An article from The Guardian this year showed that Oxfam noted the world’s 26 richest people own as much wealth as the poorest 50 per cent of the population. With the charity calling for a 1 per cent wealth tax saying that this mere amount to these billionaires would still raise enough money to educate every child not in school.
The charity showed that the growing concentration of the world’s money had been highlighted in a report which stated the 26 richest billionaires possessed as many assets as the 3.8 billion people who make up the poorest half of the population.
Oxfam even said 2018 had been a year where the rich grew richer and the poor poorer. On average, CEOs earn in four days what an average worker will in a year, so how can any human wielding that much power and money not be dangerous? Also, could it be said that anyone has rightfully earned millions or billions by themselves without advantages or privileges?
How is it fair for people to earn over a million or even billion while millions are homeless across the world, on social housing waiting lists and living below the poverty line?
Even when their extra money could, in theory, be used to fund better social services like housing, health and transport, we must also ask who is earning over a million and, if they held strikes, would it actually impact society as much as nurses, bin collectors and teachers?
It’s an illustration of an error in society, if anyone can make it to billionaire status. Taxation of the wealthy has to rise. Bernie Sanders, Elizabeth Warren and other politicians such as Alexandria Ocasio-Cortez have all spoken out for taxes for the super rich, and for good reason.
I presume the reason the question of billionaires being abolished has been asked so frequently of late is because the answer is obviously yes. At least, they shouldn’t exist in the numbers they currently do now, being allowed to hold so much power while the rest of the global economy struggles to scrape by.

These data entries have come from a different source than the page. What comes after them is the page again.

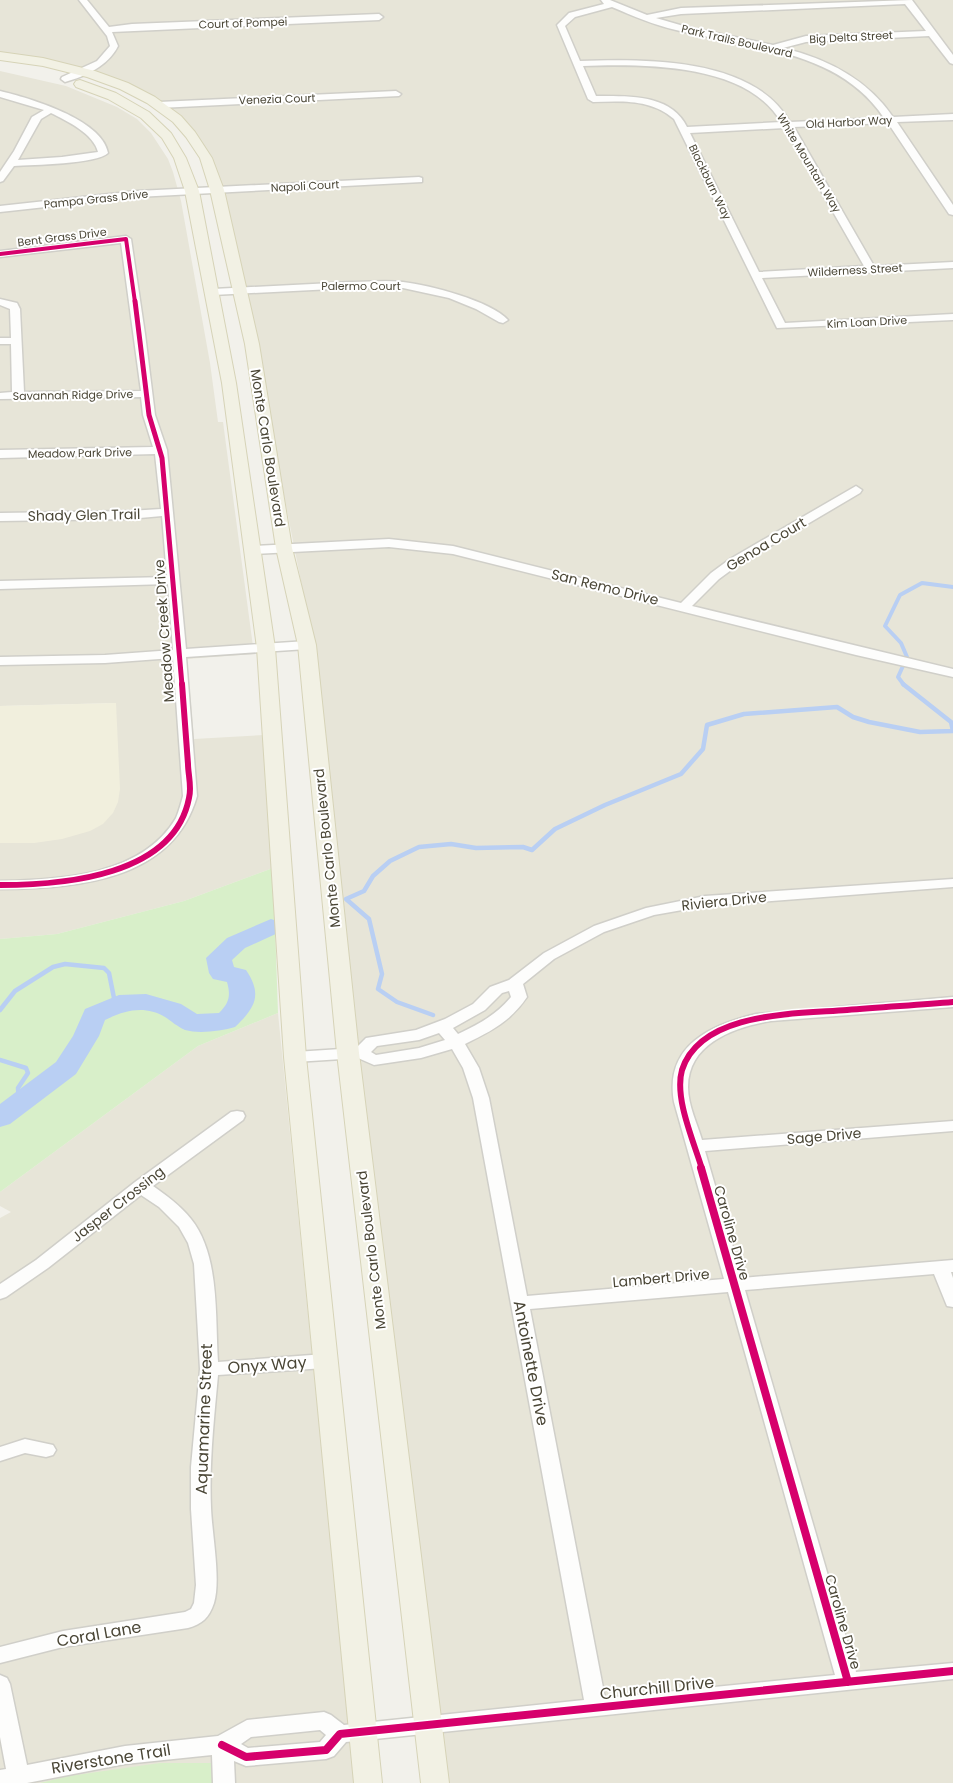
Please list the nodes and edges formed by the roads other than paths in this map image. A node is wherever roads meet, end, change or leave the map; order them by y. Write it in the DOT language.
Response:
graph roads {
  1 [pos="83,0"];
  2 [pos="603,0"];
  3 [pos="908,0"];
  4 [pos="613,4"];
  5 [pos="379,17"];
  6 [pos="645,18"];
  7 [pos="106,30"];
  8 [pos="932,33"];
  9 [pos="772,48"];
  10 [pos="0,56"];
  11 [pos="953,61"];
  12 [pos="577,64"];
  13 [pos="0,66"];
  14 [pos="83,72"];
  15 [pos="64,80"];
  16 [pos="0,94"];
  17 [pos="396,94"];
  18 [pos="159,105"];
  19 [pos="51,110"];
  20 [pos="953,117"];
  21 [pos="891,120"];
  22 [pos="788,125"];
  23 [pos="684,130"];
  24 [pos="12,162"];
  25 [pos="0,179"];
  26 [pos="419,180"];
  27 [pos="217,190"];
  28 [pos="192,191"];
  29 [pos="0,208"];
  30 [pos="953,212"];
  31 [pos="126,240"];
  32 [pos="0,254"];
  33 [pos="953,265"];
  34 [pos="871,269"];
  35 [pos="756,275"];
  36 [pos="240,291"];
  37 [pos="213,292"];
  38 [pos="0,302"];
  39 [pos="953,317"];
  40 [pos="504,320"];
  41 [pos="781,326"];
  42 [pos="0,341"];
  43 [pos="17,341"];
  44 [pos="146,394"];
  45 [pos="18,395"];
  46 [pos="0,396"];
  47 [pos="161,450"];
  48 [pos="0,454"];
  49 [pos="856,490"];
  50 [pos="167,512"];
  51 [pos="0,517"];
  52 [pos="284,548"];
  53 [pos="252,550"];
  54 [pos="174,580"];
  55 [pos="0,585"];
  56 [pos="684,607"];
  57 [pos="307,646"];
  58 [pos="266,648"];
  59 [pos="179,654"];
  60 [pos="0,661"];
  61 [pos="953,673"];
  62 [pos="953,883"];
  63 [pos="0,885"];
  64 [pos="515,983"];
  65 [pos="953,1002"];
  66 [pos="443,1027"];
  67 [pos="455,1042"];
  68 [pos="354,1053"];
  69 [pos="295,1057"];
  70 [pos="237,1116"];
  71 [pos="953,1126"];
  72 [pos="695,1146"];
  73 [pos="141,1186"];
  74 [pos="947,1267"];
  75 [pos="734,1285"];
  76 [pos="0,1293"];
  77 [pos="953,1301"];
  78 [pos="520,1302"];
  79 [pos="325,1361"];
  80 [pos="209,1369"];
  81 [pos="46,1450"];
  82 [pos="0,1454"];
  83 [pos="198,1616"];
  84 [pos="0,1655"];
  85 [pos="953,1671"];
  86 [pos="848,1682"];
  87 [pos="0,1684"];
  88 [pos="596,1708"];
  89 [pos="428,1725"];
  90 [pos="363,1732"];
  91 [pos="340,1734"];
  92 [pos="222,1745"];
  93 [pos="9,1776"];
  94 [pos="224,1783"];
  95 [pos="368,1783"];
  96 [pos="435,1783"];
  1 -- 7 [label="street"];
  2 -- 4 [label="street, Park Trails Boulevard"];
  3 -- 6 [label="street"];
  3 -- 8 [label="street"];
  4 -- 6 [label="street, Park Trails Boulevard"];
  4 -- 12 [label="street"];
  5 -- 7 [label="street, Court of Pompei"];
  6 -- 9 [label="street, Park Trails Boulevard"];
  7 -- 14 [label="street"];
  8 -- 9 [label="street, Big Delta Street"];
  8 -- 11 [label="street"];
  9 -- 21 [label="street, Park Trails Boulevard"];
  10 -- 14 [label="main road, Monte Carlo Boulevard"];
  12 -- 22 [label="street, White Mountain Way"];
  12 -- 23 [label="street, Blackburn Way"];
  13 -- 15 [label="main road, Monte Carlo Boulevard"];
  14 -- 15 [label="street"];
  14 -- 18 [label="main road, Monte Carlo Boulevard"];
  15 -- 28 [label="main road, Monte Carlo Boulevard"];
  16 -- 19 [label="street"];
  17 -- 18 [label="street, Venezia Court"];
  18 -- 27 [label="main road, Monte Carlo Boulevard"];
  19 -- 24 [label="street"];
  19 -- 24 [label="street"];
  20 -- 21 [label="street, Old Harbor Way"];
  21 -- 22 [label="street, Old Harbor Way"];
  21 -- 30 [label="street, Park Trails Boulevard"];
  22 -- 23 [label="street, Old Harbor Way"];
  22 -- 34 [label="street, White Mountain Way"];
  23 -- 35 [label="street, Blackburn Way"];
  24 -- 25 [label="street"];
  26 -- 27 [label="street, Napoli Court"];
  27 -- 28 [label="street, Napoli Court"];
  27 -- 36 [label="main road, Monte Carlo Boulevard"];
  28 -- 29 [label="street, Pampa Grass Drive"];
  28 -- 37 [label="main road, Monte Carlo Boulevard"];
  31 -- 32 [label="street, Bent Grass Drive"];
  31 -- 44 [label="street, Meadow Creek Drive"];
  33 -- 34 [label="street, Wilderness Street"];
  34 -- 35 [label="street, Wilderness Street"];
  35 -- 41 [label="street, Blackburn Way"];
  36 -- 37 [label="street, Palermo Court"];
  36 -- 40 [label="street, Palermo Court"];
  36 -- 52 [label="main road, Monte Carlo Boulevard"];
  37 -- 53 [label="main road, Monte Carlo Boulevard"];
  38 -- 43 [label="street"];
  39 -- 41 [label="street, Kim Loan Drive"];
  42 -- 43 [label="street"];
  43 -- 45 [label="street"];
  44 -- 45 [label="street, Savannah Ridge Drive"];
  44 -- 47 [label="street, Meadow Creek Drive"];
  45 -- 46 [label="street, Savannah Ridge Drive"];
  47 -- 48 [label="street, Meadow Park Drive"];
  47 -- 50 [label="street, Meadow Creek Drive"];
  49 -- 56 [label="street, Genoa Court"];
  50 -- 51 [label="street, Shady Glen Trail"];
  50 -- 54 [label="street, Meadow Creek Drive"];
  52 -- 53 [label="street, San Remo Drive"];
  52 -- 56 [label="street, San Remo Drive"];
  52 -- 57 [label="main road, Monte Carlo Boulevard"];
  53 -- 58 [label="main road, Monte Carlo Boulevard"];
  54 -- 55 [label="street"];
  54 -- 59 [label="street, Meadow Creek Drive"];
  56 -- 61 [label="street, San Remo Drive"];
  57 -- 58 [label="street"];
  57 -- 68 [label="main road, Monte Carlo Boulevard"];
  58 -- 59 [label="street"];
  58 -- 69 [label="main road, Monte Carlo Boulevard"];
  59 -- 60 [label="street"];
  59 -- 63 [label="street, Meadow Creek Drive"];
  62 -- 64 [label="street, Riviera Drive"];
  64 -- 66 [label="street, Riviera Drive"];
  64 -- 67 [label="street, Riviera Drive"];
  65 -- 72 [label="street, Caroline Drive"];
  66 -- 67 [label="street, Antoinette Drive"];
  66 -- 68 [label="street, Riviera Drive"];
  67 -- 68 [label="street, Riviera Drive"];
  67 -- 78 [label="street, Antoinette Drive"];
  68 -- 69 [label="street, Riviera Drive"];
  68 -- 89 [label="main road, Monte Carlo Boulevard"];
  69 -- 79 [label="main road, Monte Carlo Boulevard"];
  70 -- 73 [label="street, Jasper Crossing"];
  71 -- 72 [label="street, Sage Drive"];
  72 -- 75 [label="street, Caroline Drive"];
  73 -- 76 [label="street, Jasper Crossing"];
  73 -- 80 [label="street, Aquamarine Street"];
  74 -- 75 [label="street, Lambert Drive"];
  74 -- 77 [label="street"];
  75 -- 78 [label="street, Lambert Drive"];
  75 -- 86 [label="street, Caroline Drive"];
  78 -- 88 [label="street, Antoinette Drive"];
  79 -- 80 [label="street, Onyx Way"];
  79 -- 90 [label="main road, Monte Carlo Boulevard"];
  80 -- 83 [label="street, Aquamarine Street"];
  81 -- 82 [label="street"];
  83 -- 84 [label="street, Coral Lane"];
  85 -- 86 [label="street, Churchill Drive"];
  86 -- 88 [label="street, Churchill Drive"];
  87 -- 93 [label="street"];
  88 -- 89 [label="street, Churchill Drive"];
  89 -- 90 [label="street, Churchill Drive"];
  89 -- 96 [label="main road, Monte Carlo Boulevard"];
  90 -- 91 [label="street"];
  90 -- 95 [label="main road, Monte Carlo Boulevard"];
  91 -- 92 [label="street, Riverstone Trail"];
  91 -- 92 [label="street"];
  92 -- 93 [label="street, Riverstone Trail"];
  92 -- 94 [label="street"];
}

Communism may not be the way to go but allowing people to hold such wealth and power while ignoring the overwhelming disadvantages for the rest of society is just as bad. Billionaire abolishment would mean higher taxes on income and estate for billionaires and millionaires, which should only be seen as good.
However, some will always find any way to draw back to the somewhat nonsensical in my opinion argument that these people earned the wealth fairly and therefore shouldn’t be prosecuted for it. But then again, how fairly can anyone earn and keep millions, knowing how many people are suffering around the world as direct result of undistributed wealth?